En plus de perturber les chaînes d’approvisionnement, les catastrophes climatiques détruisent des infrastructures. L’an dernier, l’ouragan Beryl a infligé à Saint-Vincent-et-les-Grenadines des dégâts économiques estimés à 230 millions $, soit 22 % du PIB du pays, de même que l’ouragan Dorian avait anéanti l’équivalent de plus de 25 % du PIB des Bahamas en 2019. La Dominique a connu bien pire encore en 2017, lorsque l’ouragan Maria a endommagé ou détruit 95 % des habitations, et causé des pertes économiques à hauteur du 226 % de son PIB. Ces événements catastrophiques perturbent tous les aspects de la vie sur nos îles, et les coûts élevés de la reconstruction entraînent un nouveau cercle vicieux, les pertes économiques accrues liées à des infrastructures vulnérables réduisant en effet notre capacité à investir dans la résilience.

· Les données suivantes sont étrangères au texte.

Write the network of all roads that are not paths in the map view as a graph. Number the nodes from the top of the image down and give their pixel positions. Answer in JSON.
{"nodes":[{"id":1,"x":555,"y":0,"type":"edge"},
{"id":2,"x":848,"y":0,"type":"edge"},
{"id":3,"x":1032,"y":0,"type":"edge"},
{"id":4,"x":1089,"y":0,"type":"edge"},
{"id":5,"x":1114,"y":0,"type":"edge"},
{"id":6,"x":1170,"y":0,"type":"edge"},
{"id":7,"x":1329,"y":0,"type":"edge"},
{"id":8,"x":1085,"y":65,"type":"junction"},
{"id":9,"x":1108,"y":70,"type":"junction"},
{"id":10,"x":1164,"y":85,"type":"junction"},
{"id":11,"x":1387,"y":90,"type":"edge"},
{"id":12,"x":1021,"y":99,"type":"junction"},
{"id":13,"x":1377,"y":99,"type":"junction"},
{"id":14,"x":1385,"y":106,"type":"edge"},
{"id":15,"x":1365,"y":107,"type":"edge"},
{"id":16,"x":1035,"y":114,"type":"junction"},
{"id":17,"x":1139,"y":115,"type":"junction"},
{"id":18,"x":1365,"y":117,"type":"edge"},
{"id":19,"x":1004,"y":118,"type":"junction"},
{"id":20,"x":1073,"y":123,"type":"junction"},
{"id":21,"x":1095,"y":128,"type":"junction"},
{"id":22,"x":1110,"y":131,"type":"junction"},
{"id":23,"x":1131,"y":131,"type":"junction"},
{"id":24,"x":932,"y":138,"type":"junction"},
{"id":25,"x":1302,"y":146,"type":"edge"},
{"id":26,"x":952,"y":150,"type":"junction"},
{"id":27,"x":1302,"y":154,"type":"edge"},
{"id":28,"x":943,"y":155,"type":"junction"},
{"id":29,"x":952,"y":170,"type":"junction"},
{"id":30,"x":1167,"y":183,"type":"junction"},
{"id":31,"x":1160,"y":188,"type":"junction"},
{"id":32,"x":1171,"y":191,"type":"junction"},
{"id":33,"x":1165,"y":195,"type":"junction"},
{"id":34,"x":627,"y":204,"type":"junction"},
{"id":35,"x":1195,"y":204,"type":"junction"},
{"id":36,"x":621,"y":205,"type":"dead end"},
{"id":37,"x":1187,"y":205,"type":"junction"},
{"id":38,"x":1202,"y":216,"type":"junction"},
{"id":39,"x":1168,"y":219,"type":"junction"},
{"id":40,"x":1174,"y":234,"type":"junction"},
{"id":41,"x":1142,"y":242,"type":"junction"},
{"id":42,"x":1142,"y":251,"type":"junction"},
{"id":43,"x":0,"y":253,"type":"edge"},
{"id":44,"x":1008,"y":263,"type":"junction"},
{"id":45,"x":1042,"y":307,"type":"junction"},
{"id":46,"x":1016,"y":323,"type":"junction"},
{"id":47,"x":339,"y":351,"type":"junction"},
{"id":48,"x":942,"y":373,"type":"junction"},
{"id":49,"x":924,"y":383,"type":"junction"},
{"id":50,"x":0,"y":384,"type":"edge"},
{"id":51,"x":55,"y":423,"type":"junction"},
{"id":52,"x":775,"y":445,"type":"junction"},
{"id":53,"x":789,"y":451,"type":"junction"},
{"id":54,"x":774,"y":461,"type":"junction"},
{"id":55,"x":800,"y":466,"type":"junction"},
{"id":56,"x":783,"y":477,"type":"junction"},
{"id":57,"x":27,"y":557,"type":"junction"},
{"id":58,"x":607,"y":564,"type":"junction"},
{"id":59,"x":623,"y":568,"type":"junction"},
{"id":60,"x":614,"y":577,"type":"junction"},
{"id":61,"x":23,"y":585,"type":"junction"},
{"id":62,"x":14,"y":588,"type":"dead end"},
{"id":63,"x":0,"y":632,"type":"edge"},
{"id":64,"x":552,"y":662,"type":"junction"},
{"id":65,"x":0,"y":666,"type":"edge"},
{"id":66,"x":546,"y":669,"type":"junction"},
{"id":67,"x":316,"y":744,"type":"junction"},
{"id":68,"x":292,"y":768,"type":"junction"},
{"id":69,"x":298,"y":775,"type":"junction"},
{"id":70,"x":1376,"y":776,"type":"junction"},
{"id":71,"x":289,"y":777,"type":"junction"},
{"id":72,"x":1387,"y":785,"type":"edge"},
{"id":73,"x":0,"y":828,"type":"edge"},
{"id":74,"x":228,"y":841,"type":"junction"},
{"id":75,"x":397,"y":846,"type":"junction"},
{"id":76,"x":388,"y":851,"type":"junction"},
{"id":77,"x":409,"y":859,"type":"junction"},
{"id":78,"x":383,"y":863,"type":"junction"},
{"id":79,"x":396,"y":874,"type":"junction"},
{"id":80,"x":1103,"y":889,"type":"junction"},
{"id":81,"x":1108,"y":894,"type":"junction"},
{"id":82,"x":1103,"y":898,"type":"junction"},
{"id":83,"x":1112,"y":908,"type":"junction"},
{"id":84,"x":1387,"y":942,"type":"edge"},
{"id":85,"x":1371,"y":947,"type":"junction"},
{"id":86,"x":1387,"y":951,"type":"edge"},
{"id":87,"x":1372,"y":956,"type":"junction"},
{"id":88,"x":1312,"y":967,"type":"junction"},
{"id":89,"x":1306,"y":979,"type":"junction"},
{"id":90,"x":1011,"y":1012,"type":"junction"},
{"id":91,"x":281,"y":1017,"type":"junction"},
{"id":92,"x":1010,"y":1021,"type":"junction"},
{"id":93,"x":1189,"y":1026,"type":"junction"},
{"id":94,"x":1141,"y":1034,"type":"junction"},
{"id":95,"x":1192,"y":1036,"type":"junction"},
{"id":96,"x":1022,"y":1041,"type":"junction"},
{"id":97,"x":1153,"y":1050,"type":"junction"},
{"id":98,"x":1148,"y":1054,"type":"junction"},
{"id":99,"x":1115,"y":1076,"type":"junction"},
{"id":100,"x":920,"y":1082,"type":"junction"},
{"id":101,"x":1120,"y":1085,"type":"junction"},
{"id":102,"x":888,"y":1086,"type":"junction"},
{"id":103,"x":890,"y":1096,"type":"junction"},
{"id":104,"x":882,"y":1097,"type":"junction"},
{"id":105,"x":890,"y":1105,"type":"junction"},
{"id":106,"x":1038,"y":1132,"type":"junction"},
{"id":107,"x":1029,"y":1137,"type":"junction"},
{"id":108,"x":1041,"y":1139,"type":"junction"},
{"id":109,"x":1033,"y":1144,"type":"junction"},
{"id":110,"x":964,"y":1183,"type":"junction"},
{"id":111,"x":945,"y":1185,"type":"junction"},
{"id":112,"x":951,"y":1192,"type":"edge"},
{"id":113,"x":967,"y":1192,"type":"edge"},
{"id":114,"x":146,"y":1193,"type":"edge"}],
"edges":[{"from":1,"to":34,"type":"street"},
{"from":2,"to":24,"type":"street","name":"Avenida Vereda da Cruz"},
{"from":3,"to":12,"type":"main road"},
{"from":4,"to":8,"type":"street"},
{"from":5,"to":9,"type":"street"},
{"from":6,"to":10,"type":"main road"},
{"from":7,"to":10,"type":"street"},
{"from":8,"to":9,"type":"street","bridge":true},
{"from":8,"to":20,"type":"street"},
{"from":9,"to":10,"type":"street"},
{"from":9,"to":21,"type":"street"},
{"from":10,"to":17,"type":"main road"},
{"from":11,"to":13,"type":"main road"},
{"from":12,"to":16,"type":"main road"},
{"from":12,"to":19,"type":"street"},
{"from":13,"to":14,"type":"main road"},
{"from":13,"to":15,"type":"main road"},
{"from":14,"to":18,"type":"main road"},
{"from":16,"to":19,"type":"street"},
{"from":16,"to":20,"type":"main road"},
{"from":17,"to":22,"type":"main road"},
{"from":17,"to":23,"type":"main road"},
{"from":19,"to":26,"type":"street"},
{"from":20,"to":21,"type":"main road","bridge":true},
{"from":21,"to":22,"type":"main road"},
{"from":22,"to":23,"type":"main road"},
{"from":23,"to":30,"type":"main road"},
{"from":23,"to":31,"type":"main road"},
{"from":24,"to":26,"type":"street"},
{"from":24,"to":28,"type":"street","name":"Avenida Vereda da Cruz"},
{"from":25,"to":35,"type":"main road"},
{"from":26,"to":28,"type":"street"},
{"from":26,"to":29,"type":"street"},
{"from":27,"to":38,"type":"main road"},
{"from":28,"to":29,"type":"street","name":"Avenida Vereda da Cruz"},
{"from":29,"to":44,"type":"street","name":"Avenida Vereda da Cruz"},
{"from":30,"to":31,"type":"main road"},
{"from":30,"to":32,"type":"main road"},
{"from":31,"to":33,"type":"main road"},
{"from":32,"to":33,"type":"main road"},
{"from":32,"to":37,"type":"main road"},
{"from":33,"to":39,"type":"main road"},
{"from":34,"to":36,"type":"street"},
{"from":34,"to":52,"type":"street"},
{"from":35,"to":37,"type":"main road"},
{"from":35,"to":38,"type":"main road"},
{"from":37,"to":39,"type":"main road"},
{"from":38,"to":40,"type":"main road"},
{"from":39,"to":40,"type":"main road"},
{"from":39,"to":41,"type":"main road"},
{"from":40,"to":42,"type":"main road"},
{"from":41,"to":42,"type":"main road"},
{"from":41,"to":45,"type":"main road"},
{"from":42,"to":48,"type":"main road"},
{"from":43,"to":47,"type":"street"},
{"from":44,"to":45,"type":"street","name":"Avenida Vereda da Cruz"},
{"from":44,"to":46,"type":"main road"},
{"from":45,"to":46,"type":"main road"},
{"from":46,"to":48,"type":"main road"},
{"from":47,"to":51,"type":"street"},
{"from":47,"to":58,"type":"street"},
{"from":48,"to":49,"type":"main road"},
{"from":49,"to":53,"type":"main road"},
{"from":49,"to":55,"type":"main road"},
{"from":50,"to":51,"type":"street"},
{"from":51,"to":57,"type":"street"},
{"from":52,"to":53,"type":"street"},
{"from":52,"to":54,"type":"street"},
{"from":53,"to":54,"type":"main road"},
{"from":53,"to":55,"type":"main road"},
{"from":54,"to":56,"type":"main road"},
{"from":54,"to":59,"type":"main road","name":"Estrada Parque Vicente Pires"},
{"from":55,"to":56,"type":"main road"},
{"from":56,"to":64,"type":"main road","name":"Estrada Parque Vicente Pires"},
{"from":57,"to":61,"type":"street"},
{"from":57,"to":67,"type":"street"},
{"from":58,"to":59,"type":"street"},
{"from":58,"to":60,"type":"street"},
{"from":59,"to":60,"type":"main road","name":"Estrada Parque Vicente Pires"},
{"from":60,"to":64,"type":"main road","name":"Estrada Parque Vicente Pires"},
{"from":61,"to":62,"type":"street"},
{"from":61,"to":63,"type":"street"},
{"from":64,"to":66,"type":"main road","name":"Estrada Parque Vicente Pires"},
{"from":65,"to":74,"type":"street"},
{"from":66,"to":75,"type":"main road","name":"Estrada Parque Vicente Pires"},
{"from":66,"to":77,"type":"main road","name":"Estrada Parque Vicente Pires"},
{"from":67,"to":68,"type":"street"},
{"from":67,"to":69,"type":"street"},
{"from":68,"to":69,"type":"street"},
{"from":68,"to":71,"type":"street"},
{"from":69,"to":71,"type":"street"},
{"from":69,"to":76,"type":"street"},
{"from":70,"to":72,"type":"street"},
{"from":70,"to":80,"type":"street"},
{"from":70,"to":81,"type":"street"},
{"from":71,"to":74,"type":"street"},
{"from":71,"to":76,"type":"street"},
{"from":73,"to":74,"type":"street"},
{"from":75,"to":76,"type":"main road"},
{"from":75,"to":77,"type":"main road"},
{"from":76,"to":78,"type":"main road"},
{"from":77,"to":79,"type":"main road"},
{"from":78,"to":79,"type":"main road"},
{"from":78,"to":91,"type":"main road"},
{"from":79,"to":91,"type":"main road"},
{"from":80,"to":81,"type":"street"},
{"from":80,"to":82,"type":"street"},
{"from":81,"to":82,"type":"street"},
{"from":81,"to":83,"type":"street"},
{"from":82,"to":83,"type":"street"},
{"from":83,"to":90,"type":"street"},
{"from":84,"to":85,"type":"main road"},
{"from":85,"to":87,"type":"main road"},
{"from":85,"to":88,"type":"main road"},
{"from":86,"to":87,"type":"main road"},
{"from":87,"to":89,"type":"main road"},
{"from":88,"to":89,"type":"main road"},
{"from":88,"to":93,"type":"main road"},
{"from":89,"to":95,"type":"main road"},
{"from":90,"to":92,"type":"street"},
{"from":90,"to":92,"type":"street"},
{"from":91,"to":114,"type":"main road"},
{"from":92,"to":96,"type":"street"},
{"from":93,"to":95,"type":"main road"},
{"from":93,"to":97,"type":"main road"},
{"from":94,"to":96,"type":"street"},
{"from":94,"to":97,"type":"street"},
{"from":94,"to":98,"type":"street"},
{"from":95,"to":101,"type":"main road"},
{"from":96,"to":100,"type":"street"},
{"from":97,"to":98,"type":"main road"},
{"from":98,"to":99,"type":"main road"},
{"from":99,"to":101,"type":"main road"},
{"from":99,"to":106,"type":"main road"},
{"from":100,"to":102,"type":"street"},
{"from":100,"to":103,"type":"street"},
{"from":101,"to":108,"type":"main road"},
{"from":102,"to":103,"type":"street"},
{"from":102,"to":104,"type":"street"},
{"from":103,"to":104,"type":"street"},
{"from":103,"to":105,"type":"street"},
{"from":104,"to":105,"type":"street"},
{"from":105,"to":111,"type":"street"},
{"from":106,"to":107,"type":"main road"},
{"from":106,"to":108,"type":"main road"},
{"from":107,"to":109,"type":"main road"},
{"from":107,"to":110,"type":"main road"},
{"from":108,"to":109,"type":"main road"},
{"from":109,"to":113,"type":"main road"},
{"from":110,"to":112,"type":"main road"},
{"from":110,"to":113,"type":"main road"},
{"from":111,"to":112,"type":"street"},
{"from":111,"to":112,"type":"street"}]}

Aux Maldives, 35 % du financement de l’adaptation au climat provient du budget national, et 34 % de prêts qui devront être remboursés à terme. Ces dépenses détournent les ressources d’autres nécessités urgentes, telles que l’amélioration de l’éducation et de la santé, ainsi que le renforcement de la gouvernance démocratique. Par ailleurs, la pression financière exercée par les chocs climatiques accentue la tentation de l’exploitation minière exploratoire en eaux profondes et d’autres projets risqués, en tant que solution à court terme pour accroître les recettes, en dépit des dommages à long terme causés à l’environnement marin.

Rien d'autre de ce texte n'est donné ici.